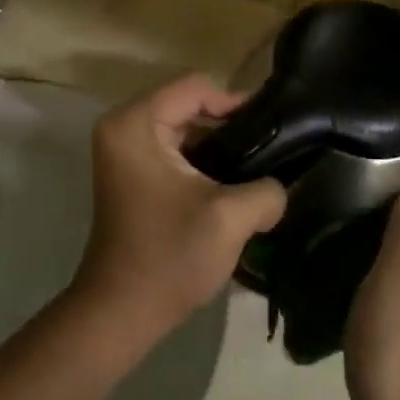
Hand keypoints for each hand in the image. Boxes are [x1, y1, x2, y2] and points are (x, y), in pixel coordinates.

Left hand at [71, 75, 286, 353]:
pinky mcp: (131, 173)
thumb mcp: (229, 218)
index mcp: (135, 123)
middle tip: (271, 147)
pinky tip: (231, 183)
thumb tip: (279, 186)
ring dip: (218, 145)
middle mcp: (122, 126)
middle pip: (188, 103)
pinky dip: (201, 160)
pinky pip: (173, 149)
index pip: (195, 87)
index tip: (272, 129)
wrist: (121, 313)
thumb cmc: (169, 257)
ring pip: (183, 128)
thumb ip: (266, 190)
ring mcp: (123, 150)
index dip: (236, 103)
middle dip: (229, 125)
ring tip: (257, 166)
__________
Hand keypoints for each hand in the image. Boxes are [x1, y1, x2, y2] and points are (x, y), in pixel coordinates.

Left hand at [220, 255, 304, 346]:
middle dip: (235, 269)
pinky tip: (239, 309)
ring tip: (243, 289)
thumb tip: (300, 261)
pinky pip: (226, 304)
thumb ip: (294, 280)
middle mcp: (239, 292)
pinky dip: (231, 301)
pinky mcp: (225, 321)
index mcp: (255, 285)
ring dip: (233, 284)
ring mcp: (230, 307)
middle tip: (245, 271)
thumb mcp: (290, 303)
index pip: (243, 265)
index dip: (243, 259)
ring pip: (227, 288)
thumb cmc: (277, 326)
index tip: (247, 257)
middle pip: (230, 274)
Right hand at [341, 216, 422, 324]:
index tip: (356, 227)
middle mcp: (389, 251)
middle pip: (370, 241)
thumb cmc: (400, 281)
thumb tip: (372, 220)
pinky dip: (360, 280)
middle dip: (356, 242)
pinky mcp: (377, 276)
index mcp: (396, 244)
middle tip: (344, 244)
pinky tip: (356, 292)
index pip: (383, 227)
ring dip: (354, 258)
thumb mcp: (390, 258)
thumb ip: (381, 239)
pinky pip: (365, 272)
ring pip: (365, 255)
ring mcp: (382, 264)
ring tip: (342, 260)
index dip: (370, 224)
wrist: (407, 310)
__________
PROBLEM TO WORK ON
From the records above, extract exactly and only the lines that begin at the line with "pinky pip: (226, 304)" and stop after the line with "middle dip: (356, 242)".

RESULT OF THIS EXERCISE
pinky pip: (226, 304)
thumb ip: (294, 280)
middle mcp: (239, 292)
pinky dip: (231, 301)
pinky mcp: (225, 321)
index mcp: (255, 285)
ring dip: (233, 284)
ring mcp: (230, 307)
middle tip: (245, 271)
thumb mcp: (290, 303)
index pip: (243, 265)
index dip: (243, 259)
ring pip: (227, 288)
thumb cmc: (277, 326)
index tip: (247, 257)
middle pip: (230, 274)
Right hand at [341, 216, 422, 324]:
index tip: (356, 227)
middle mcp: (389, 251)
middle pip: (370, 241)
thumb cmc: (400, 281)
thumb tip: (372, 220)
pinky dip: (360, 280)
middle dip: (356, 242)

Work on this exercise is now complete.